(EXCERPTED DATA)

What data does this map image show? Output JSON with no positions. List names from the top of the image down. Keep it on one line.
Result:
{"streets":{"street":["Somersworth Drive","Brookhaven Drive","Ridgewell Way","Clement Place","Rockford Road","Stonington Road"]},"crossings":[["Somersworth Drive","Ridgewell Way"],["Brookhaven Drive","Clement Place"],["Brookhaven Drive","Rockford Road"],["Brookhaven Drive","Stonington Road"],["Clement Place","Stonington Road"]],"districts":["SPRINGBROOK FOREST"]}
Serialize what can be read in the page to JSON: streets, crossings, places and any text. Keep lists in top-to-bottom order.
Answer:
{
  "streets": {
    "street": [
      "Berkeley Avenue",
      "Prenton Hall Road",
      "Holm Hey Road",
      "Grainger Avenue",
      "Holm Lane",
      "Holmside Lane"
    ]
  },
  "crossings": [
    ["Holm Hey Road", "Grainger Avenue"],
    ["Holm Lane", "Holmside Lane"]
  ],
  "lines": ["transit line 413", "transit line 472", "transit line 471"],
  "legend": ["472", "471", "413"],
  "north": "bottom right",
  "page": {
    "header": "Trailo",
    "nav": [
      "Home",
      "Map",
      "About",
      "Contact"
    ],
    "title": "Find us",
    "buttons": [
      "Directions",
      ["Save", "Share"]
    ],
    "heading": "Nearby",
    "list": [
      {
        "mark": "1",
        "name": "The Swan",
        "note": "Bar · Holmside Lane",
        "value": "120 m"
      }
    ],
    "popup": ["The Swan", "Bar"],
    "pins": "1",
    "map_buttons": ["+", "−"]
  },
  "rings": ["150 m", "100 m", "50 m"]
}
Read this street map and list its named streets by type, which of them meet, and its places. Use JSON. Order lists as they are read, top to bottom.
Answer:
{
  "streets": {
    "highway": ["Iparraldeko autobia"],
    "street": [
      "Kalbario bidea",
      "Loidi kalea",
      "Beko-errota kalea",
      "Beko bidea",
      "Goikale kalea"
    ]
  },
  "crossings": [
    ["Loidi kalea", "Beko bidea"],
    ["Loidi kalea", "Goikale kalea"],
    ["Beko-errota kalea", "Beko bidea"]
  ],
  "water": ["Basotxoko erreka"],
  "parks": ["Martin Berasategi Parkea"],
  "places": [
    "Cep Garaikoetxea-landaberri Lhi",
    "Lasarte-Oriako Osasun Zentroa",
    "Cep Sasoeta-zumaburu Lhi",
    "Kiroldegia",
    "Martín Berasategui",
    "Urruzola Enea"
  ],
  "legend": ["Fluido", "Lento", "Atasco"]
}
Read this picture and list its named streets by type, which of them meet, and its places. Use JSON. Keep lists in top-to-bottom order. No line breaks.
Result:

(End EXCERPTED DATA)

WHAT THE EXERCISE ASKS: Every entry must be retyped in full, exactly as given.

EXERCISE SOLUTION:
What data does this map image show? Output JSON with no positions. List names from the top of the image down. Keep it on one line.
Result:
{"streets":{"street":["Somersworth Drive","Brookhaven Drive","Ridgewell Way","Clement Place","Rockford Road","Stonington Road"]},"crossings":[["Somersworth Drive","Ridgewell Way"],["Brookhaven Drive","Clement Place"],["Brookhaven Drive","Rockford Road"],["Brookhaven Drive","Stonington Road"],["Clement Place","Stonington Road"]],"districts":["SPRINGBROOK FOREST"]}
Serialize what can be read in the page to JSON: streets, crossings, places and any text. Keep lists in top-to-bottom order.
Answer:
{
  "streets": {
    "street": [
      "Berkeley Avenue",
      "Prenton Hall Road",
      "Holm Hey Road",
      "Grainger Avenue",
      "Holm Lane",
      "Holmside Lane"
    ]
  },
  "crossings": [
    ["Holm Hey Road", "Grainger Avenue"],
    ["Holm Lane", "Holmside Lane"]
  ],
  "lines": ["transit line 413", "transit line 472", "transit line 471"],
  "legend": ["472", "471", "413"],
  "north": "bottom right",
  "page": {
    "header": "Trailo",
    "nav": [
      "Home",
      "Map",
      "About",
      "Contact"
    ],
    "title": "Find us",
    "buttons": [
      "Directions",
      ["Save", "Share"]
    ],
    "heading": "Nearby",
    "list": [
      {
        "mark": "1",
        "name": "The Swan",
        "note": "Bar · Holmside Lane",
        "value": "120 m"
      }
    ],
    "popup": ["The Swan", "Bar"],
    "pins": "1",
    "map_buttons": ["+", "−"]
  },
  "rings": ["150 m", "100 m", "50 m"]
}
Read this street map and list its named streets by type, which of them meet, and its places. Use JSON. Order lists as they are read, top to bottom.
Answer:
{
  "streets": {
    "highway": ["Iparraldeko autobia"],
    "street": [
      "Kalbario bidea",
      "Loidi kalea",
      "Beko-errota kalea",
      "Beko bidea",
      "Goikale kalea"
    ]
  },
  "crossings": [
    ["Loidi kalea", "Beko bidea"],
    ["Loidi kalea", "Goikale kalea"],
    ["Beko-errota kalea", "Beko bidea"]
  ],
  "water": ["Basotxoko erreka"],
  "parks": ["Martin Berasategi Parkea"],
  "places": [
    "Cep Garaikoetxea-landaberri Lhi",
    "Lasarte-Oriako Osasun Zentroa",
    "Cep Sasoeta-zumaburu Lhi",
    "Kiroldegia",
    "Martín Berasategui",
    "Urruzola Enea"
  ],
  "legend": ["Fluido", "Lento", "Atasco"]
}
Read this picture and list its named streets by type, which of them meet, and its places. Use JSON. Keep lists in top-to-bottom order. No line breaks.
Result:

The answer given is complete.